S&P reduced its rating on Rio de Janeiro-based Vale one step to BBB+, the third-lowest investment grade, saying in a statement that the weakness in the iron-ore market will erode the company’s ability to generate cash. This marks the first time S&P has cut its rating on Vale’s long-term foreign debt since October 2006, according to data compiled by Bloomberg.
Goldman analyst Christian Lelong said it would take a long time for the market to work through coming expansions from BHP and Rio, which will remain highly profitable. “Balancing the market in the face of slowing demand and strong supply growth will result in a long war of attrition at the top end of the cost curve that we expect should continue beyond 2016,” Mr Lelong said in a report to clients. A global iron ore glut is set to widen from 47 million tons this year to 260 million tons by 2018 as low-cost supplies are expanded further.
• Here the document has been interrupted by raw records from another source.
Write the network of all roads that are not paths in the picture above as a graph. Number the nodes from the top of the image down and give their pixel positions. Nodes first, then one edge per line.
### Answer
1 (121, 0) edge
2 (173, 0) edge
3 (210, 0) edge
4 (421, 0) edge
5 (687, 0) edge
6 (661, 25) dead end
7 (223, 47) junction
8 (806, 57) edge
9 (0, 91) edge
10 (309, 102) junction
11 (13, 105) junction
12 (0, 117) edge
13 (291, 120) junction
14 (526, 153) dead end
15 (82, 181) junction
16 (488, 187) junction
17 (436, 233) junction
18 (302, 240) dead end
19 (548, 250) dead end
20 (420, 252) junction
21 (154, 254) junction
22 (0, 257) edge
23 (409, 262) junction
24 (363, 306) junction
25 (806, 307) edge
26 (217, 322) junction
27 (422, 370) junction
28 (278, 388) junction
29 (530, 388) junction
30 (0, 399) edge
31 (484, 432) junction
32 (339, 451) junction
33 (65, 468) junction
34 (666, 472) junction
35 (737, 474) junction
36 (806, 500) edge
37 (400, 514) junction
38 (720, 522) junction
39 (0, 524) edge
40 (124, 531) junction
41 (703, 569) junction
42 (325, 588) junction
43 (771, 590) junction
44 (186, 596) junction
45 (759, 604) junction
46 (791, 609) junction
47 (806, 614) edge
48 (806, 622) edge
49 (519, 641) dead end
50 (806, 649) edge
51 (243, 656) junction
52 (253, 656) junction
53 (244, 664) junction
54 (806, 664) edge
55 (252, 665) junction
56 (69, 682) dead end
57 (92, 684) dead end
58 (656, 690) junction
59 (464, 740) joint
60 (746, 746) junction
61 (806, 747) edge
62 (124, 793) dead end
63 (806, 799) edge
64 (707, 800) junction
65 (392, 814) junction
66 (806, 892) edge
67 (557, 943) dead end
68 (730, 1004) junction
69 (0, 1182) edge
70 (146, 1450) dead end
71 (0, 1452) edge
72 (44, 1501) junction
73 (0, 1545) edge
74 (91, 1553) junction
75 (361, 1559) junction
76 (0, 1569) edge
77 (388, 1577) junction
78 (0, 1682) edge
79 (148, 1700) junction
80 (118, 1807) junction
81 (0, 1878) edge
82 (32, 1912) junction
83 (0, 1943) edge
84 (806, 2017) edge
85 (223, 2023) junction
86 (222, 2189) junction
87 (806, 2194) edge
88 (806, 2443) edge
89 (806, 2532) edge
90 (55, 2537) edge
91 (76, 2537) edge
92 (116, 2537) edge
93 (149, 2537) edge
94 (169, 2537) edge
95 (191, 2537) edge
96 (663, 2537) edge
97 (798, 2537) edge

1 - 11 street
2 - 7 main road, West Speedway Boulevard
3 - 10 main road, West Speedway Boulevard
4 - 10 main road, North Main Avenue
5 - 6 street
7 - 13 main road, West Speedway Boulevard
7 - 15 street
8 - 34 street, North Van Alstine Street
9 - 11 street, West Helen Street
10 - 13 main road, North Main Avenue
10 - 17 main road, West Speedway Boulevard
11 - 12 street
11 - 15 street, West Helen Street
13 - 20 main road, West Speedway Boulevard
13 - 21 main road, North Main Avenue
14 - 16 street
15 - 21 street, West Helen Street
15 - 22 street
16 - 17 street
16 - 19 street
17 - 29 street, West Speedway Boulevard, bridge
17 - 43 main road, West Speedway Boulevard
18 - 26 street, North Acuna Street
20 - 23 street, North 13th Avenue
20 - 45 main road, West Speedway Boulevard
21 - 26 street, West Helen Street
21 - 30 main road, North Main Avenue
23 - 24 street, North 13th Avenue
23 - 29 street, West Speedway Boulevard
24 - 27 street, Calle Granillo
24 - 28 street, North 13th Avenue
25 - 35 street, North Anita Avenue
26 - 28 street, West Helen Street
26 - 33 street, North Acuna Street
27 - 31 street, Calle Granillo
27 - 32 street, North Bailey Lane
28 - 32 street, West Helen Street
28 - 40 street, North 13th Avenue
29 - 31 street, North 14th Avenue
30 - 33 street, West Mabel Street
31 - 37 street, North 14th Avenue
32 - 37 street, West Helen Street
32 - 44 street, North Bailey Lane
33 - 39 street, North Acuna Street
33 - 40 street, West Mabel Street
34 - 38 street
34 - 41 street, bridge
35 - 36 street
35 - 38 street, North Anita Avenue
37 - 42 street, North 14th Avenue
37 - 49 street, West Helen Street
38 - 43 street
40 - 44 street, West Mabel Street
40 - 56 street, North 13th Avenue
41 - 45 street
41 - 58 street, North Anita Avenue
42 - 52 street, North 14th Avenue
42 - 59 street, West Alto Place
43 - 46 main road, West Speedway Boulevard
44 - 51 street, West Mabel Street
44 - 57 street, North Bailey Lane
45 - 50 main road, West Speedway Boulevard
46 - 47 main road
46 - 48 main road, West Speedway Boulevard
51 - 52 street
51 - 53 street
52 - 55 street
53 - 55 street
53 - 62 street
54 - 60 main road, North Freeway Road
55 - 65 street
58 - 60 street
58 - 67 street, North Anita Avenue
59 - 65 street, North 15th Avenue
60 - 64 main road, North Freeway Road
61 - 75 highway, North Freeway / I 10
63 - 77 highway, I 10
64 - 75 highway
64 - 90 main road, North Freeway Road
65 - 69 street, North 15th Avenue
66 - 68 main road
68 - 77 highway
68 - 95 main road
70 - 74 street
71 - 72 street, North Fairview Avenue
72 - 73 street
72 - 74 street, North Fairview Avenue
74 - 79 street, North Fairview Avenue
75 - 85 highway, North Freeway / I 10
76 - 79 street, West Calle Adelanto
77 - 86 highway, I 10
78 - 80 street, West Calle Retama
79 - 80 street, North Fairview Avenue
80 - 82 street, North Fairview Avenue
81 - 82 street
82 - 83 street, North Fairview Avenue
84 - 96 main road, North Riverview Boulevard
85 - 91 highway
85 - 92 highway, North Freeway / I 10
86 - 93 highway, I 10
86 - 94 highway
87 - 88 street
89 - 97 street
According to Goldman, iron ore will likely average $US66 a tonne this year, a sharp cut to its previous forecast of $US80 a tonne. The commodity is then expected to extend falls in 2016, sinking to an average price of $US61 a tonne as an oversupply continues to drag on the market. Global production of iron ore rose by an annual average of over 6% from 2010 to 2014 despite the fall in prices and is set to expand even further this year.